From the Guidelines
Dual antiplatelet therapy (DAPT) should be used cautiously in NSTEMI patients who may need CABG surgery, with a careful assessment of the individual's bleeding and ischemic risks, as guided by the Heart Team 1. When managing NSTEMI patients in the ED, it is crucial to consider the potential need for CABG surgery and the implications of DAPT on surgical bleeding risks.
- Aspirin (162-325mg loading dose, then 81mg daily) should be administered to all NSTEMI patients, as it is recommended to continue aspirin at a low daily regimen throughout the peri-operative period 1.
- P2Y12 inhibitors like clopidogrel (300-600mg loading dose, then 75mg daily), ticagrelor (180mg loading dose, then 90mg twice daily), or prasugrel (60mg loading dose, then 10mg daily) should be delayed if CABG is anticipated within 24 hours (for ticagrelor), 5-7 days (for clopidogrel), or 7 days (for prasugrel), to allow for dissipation of the antiplatelet effect 1. The decision to initiate DAPT should balance the risk of recurrent ischemic events against potential surgical bleeding complications, with the timing of CABG being a critical factor in this decision-making process.
- For patients at low surgical risk, DAPT can be initiated, as the benefits of preventing further cardiac events often outweigh bleeding risks.
- For high-risk surgical candidates, consultation with cardiology and cardiac surgery is essential before starting P2Y12 inhibitors, and platelet function testing may be considered to guide the decision on the timing of cardiac surgery in patients who have recently received P2Y12 inhibitors 1.
From the Research
Dual Antiplatelet Therapy in NSTEMI Management
- Dual antiplatelet therapy (DAPT) is a common treatment approach for patients with non-ST-segment elevation myocardial infarction (NSTEMI) 2, 3.

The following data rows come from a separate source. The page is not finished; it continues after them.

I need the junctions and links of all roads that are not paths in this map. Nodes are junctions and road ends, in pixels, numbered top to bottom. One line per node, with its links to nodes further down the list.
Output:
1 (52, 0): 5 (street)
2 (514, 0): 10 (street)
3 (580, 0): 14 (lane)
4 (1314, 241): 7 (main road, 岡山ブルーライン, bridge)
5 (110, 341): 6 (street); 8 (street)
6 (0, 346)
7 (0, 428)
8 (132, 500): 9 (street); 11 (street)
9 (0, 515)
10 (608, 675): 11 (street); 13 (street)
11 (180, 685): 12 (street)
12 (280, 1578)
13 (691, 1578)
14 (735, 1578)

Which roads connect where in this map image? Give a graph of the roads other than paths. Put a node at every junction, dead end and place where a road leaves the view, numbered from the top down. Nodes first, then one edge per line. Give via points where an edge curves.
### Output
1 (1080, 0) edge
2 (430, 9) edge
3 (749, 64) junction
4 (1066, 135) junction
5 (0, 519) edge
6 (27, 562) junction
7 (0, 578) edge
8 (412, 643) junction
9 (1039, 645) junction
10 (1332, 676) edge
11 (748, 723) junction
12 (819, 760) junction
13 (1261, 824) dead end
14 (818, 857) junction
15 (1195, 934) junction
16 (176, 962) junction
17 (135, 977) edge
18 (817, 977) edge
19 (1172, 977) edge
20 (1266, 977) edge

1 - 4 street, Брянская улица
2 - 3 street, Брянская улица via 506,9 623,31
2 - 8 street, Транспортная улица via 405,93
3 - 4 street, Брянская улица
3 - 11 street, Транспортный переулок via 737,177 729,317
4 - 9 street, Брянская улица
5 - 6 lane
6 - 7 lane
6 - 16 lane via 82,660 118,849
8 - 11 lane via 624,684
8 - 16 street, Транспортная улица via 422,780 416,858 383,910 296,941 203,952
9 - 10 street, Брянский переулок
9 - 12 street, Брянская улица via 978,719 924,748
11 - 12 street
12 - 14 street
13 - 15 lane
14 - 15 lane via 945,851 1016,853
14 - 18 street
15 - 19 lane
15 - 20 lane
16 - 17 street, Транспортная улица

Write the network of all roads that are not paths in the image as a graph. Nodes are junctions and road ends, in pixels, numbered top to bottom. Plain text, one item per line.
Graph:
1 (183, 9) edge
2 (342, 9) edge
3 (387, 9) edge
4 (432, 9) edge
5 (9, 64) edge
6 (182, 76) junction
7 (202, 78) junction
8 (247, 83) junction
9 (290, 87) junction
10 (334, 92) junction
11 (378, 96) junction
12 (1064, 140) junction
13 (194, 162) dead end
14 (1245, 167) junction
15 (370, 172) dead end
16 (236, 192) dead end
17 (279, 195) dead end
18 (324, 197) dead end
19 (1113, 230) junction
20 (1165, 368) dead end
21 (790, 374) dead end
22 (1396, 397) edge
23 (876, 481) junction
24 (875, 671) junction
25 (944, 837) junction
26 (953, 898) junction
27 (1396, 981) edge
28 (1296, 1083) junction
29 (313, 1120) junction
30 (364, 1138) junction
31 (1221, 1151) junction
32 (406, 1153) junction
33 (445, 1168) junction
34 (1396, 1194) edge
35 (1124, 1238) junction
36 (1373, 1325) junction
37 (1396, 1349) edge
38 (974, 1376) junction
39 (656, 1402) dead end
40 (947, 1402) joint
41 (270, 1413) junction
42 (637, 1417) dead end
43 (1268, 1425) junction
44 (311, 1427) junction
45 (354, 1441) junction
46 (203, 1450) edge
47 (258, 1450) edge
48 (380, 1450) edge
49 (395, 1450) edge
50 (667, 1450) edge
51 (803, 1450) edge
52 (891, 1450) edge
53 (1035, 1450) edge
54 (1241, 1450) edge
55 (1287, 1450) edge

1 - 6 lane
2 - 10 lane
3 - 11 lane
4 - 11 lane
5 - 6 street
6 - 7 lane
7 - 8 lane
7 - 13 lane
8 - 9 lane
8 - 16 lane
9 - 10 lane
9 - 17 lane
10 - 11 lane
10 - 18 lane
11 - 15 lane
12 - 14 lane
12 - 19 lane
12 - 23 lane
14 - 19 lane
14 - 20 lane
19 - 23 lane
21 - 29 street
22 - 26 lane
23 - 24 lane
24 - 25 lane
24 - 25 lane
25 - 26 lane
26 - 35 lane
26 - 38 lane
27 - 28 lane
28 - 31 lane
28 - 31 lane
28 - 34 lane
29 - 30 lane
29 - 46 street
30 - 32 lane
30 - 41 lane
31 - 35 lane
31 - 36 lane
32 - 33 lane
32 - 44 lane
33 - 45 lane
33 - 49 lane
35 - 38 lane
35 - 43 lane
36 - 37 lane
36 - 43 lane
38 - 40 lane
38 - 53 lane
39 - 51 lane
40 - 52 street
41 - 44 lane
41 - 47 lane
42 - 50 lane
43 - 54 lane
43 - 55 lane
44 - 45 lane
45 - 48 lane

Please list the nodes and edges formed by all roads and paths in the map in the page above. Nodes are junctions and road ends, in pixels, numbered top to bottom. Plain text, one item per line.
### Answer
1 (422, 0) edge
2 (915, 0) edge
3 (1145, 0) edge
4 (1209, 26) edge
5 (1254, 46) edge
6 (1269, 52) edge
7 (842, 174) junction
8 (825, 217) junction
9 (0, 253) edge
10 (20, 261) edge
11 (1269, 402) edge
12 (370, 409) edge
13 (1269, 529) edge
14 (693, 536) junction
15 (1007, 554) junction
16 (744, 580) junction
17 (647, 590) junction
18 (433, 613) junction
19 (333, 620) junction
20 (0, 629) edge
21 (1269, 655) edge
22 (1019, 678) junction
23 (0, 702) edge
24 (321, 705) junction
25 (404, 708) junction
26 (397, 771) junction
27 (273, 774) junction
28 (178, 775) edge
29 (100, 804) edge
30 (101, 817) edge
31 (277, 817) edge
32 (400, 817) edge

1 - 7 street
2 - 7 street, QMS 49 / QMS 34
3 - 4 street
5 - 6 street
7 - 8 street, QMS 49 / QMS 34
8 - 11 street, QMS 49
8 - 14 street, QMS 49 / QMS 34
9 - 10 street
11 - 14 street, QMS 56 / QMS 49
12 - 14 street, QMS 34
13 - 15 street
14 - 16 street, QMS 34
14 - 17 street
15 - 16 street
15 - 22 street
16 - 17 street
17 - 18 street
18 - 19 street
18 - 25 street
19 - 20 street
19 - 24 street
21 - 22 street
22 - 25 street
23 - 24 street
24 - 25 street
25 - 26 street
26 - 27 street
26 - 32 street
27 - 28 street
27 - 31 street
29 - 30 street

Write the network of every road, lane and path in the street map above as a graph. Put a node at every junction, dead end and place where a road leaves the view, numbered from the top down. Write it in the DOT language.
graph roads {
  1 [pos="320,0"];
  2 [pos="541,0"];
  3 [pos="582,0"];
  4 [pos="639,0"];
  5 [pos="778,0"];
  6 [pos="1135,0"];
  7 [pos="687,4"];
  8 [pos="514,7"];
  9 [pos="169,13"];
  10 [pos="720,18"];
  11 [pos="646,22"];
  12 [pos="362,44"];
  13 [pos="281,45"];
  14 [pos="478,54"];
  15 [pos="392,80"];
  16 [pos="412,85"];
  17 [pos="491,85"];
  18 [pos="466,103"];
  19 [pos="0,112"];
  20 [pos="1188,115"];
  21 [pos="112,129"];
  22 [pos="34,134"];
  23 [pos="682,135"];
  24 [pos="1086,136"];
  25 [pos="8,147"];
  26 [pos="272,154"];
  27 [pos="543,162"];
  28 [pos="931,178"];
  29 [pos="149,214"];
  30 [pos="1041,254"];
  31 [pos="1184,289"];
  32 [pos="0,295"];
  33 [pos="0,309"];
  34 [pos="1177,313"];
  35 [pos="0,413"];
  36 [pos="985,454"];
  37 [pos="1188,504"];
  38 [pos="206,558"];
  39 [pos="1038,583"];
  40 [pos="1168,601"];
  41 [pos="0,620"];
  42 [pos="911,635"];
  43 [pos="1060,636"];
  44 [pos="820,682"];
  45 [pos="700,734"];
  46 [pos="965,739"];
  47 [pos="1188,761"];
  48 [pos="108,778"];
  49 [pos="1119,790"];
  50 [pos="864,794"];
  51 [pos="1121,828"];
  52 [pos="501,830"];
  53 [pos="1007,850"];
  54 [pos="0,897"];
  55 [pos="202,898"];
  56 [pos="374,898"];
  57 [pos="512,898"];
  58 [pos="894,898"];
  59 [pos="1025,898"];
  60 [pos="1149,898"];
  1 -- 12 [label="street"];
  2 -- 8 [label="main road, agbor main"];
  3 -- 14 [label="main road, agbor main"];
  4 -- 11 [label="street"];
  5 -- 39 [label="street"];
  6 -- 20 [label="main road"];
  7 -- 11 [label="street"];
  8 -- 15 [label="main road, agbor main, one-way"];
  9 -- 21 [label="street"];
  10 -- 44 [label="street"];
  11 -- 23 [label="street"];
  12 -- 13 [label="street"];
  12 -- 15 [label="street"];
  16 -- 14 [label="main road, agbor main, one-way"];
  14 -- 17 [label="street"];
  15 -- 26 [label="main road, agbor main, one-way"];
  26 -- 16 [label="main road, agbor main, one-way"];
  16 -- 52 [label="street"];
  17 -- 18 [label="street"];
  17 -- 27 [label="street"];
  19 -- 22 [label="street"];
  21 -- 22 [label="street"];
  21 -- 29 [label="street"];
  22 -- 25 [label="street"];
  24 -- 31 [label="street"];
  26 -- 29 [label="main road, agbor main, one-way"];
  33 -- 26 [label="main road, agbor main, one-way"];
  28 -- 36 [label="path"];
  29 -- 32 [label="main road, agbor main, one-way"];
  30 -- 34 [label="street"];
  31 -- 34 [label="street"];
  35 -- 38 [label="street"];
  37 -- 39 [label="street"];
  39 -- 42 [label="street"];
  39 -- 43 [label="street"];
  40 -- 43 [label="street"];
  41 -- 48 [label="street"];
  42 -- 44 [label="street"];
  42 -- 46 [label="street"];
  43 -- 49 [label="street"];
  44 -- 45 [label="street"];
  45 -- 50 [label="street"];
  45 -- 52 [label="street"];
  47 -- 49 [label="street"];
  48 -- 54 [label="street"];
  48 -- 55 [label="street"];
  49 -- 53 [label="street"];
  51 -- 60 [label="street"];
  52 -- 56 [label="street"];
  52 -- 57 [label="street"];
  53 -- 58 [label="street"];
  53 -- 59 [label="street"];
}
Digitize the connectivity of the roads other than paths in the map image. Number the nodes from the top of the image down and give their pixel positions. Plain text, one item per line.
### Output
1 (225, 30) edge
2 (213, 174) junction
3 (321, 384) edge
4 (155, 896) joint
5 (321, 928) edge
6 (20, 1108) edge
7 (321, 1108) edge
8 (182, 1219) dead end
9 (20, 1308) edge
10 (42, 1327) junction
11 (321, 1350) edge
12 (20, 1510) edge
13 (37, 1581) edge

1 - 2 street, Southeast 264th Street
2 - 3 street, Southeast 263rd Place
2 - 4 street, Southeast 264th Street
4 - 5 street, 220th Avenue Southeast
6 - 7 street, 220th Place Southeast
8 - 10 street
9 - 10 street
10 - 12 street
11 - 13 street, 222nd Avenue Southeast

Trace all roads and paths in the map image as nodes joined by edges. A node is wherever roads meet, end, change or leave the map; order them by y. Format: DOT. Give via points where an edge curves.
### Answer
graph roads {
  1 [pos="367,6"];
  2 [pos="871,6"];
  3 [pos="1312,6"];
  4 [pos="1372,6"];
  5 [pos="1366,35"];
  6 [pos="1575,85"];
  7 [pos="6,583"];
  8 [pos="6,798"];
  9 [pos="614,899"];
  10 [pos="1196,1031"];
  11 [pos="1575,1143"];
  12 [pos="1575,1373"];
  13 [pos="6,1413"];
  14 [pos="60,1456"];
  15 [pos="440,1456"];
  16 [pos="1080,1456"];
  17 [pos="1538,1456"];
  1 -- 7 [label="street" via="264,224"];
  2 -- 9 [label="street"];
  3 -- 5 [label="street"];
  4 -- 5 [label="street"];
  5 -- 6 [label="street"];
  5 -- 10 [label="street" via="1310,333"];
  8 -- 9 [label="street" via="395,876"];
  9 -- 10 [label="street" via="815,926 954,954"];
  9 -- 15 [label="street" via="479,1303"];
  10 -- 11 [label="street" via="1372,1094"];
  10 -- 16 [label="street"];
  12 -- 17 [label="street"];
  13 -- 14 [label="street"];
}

- The American College of Cardiology/American Heart Association guidelines recommend DAPT for high-risk patients in the absence of contraindications 4.
Considerations for CABG Surgery
- For patients with NSTEMI who require coronary artery bypass graft (CABG) surgery, the timing of surgery is an important consideration 5, 6.
- Current guidelines do not address optimal CABG timing for NSTEMI patients, but studies suggest that delaying CABG may not improve outcomes and may increase resource use 5.
- The utilization of CABG in NSTEMI patients has remained steady over the years, with a high complication rate driven mainly by cardiac and pulmonary complications 6.
Dual Antiplatelet Therapy and CABG
- DAPT is recommended for at least 12 months for patients with ACS, including those with NSTEMI 3.
- However, the use of DAPT in patients who require CABG surgery may need to be carefully considered, as it may increase the risk of bleeding complications 3.
- There is no clear contraindication for dual antiplatelet therapy in NSTEMI management in case of a need for CABG surgery, but the decision to use DAPT should be based on individual patient characteristics and risk factors 4, 2, 3.